視察は極めて順調に進み、数日に渡る視察日程は、全て終了した。
「今回は、何も起こらないみたいだな」
王都へと帰る馬車に乗り込んだルーカスは、緊張の糸を解き、安堵の溜息を漏らした。ルナやオースティンが居るから大丈夫だと思っていたとは言え、やはり知らず知らずのうちに緊張していたようだ。
「無事王宮に着くまでは、まだ安心できません」
馬車に同乗しているルナは、周囲への警戒を怠らない。
「そうだな。だけど、後は帰るだけだから、何とかなるだろう」
「だと良いのですが」
ルーカス達を乗せた馬車は、周囲を護衛に守られながら、軽快に進んでいく。窓の外に見えてきた林は、黄色や赤に色付いていて、ルーカスの目を楽しませた。命を狙われているこんな時でなかったら、小休止して外に出て、ルナと一緒に紅葉を愛でたくなってしまうくらいだ。真紅や橙、緑から赤へのグラデーション等、少しずつ違う色を見せる葉が舞い散る美しい景色の中、ルナが笑顔を見せてくれたら、それだけで幸せな気分になれるに違いない。
「ルナも見てみろよ。綺麗だぞ」
せめて馬車の中から楽しもうと、ルーカスは窓を全開にして、ルナを促した。
「ルーカス殿下、窓は開けない方が……。

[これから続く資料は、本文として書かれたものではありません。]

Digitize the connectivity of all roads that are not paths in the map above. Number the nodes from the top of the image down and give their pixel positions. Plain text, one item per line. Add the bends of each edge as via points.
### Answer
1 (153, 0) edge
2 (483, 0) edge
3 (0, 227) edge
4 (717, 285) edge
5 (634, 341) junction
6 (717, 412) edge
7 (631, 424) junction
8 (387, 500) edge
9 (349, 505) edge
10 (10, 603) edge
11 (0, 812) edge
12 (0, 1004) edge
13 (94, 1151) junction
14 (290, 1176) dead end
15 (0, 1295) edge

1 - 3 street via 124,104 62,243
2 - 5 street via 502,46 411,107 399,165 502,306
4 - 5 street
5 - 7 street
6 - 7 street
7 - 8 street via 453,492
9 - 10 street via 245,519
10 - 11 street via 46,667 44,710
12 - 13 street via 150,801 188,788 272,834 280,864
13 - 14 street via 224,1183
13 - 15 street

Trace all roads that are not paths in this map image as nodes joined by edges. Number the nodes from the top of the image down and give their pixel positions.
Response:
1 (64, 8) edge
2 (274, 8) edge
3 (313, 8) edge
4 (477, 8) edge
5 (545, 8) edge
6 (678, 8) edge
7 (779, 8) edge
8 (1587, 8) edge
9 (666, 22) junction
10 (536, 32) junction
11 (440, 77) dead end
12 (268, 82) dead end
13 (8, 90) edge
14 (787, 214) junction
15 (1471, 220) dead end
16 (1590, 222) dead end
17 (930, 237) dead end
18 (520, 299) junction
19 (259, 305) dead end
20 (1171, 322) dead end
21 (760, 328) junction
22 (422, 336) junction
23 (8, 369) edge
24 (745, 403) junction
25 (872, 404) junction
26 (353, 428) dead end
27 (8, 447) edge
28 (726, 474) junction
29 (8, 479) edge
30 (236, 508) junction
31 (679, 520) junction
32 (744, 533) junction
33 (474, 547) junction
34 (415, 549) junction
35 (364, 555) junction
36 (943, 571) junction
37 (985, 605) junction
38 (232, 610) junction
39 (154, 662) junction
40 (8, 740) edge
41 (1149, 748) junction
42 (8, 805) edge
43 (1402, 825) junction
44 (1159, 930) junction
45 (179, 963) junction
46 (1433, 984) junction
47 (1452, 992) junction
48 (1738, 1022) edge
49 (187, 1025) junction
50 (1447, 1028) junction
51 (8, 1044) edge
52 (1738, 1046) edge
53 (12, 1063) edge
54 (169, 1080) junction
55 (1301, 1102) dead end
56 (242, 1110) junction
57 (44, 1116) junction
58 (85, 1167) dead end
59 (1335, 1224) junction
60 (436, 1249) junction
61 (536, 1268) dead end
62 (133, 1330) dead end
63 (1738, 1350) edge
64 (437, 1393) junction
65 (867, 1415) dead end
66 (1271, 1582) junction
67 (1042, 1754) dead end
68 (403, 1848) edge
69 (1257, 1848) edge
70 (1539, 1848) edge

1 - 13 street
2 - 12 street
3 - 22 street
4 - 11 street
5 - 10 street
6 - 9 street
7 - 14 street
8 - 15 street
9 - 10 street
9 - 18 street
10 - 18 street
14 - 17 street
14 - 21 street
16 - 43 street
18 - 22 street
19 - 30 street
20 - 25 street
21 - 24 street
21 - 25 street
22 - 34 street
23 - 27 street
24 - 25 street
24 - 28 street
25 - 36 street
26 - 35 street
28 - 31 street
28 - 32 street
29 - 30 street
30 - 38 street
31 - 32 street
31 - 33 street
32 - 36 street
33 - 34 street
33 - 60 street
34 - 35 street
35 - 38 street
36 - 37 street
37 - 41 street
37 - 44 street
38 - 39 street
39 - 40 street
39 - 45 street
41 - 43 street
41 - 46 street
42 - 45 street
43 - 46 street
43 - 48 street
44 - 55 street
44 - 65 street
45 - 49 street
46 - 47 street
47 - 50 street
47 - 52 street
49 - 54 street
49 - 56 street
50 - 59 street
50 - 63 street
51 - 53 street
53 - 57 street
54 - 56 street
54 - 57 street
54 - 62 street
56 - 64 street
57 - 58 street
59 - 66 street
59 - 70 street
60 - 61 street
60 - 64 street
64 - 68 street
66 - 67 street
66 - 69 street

ですが、確かにとても綺麗ですね」
ルナが微笑みを浮かべた、その時。
ルナは覚えのある気配を感じて総毛立った。その気配が何なのか、頭で理解するよりも先に、即座に身体が反応する。物凄い速さで近付いて来るその気配とルーカスの間に身を滑り込ませながら、懐から短剣を取り出した。
バアァァン!!
爆音と共に馬車の扉が吹っ飛び、瞬時に現れた黒い影から伸ばされた、鋭い刃がルーカスを襲う。その切っ先を短剣で受け止めたルナは、黒い影を認識して、驚愕に目を見開いた。
「レイヴン様……!?」
「ルナ……!?」
全身黒ずくめの服に身を包み、黒いマントに付いたフードを深く被った人影。そのフードの隙間から垣間見える、黒髪黒目の若い男は、最後に会った時はまだ少年だったが、その面影が残る顔は見間違える訳が無い。
モルス一族の頭領の嫡男で、次期頭領となる筈だった、ルナの三歳年上の幼馴染、レイヴンもまた、幽霊でも見たかのように、愕然とした表情でルナを見つめていた。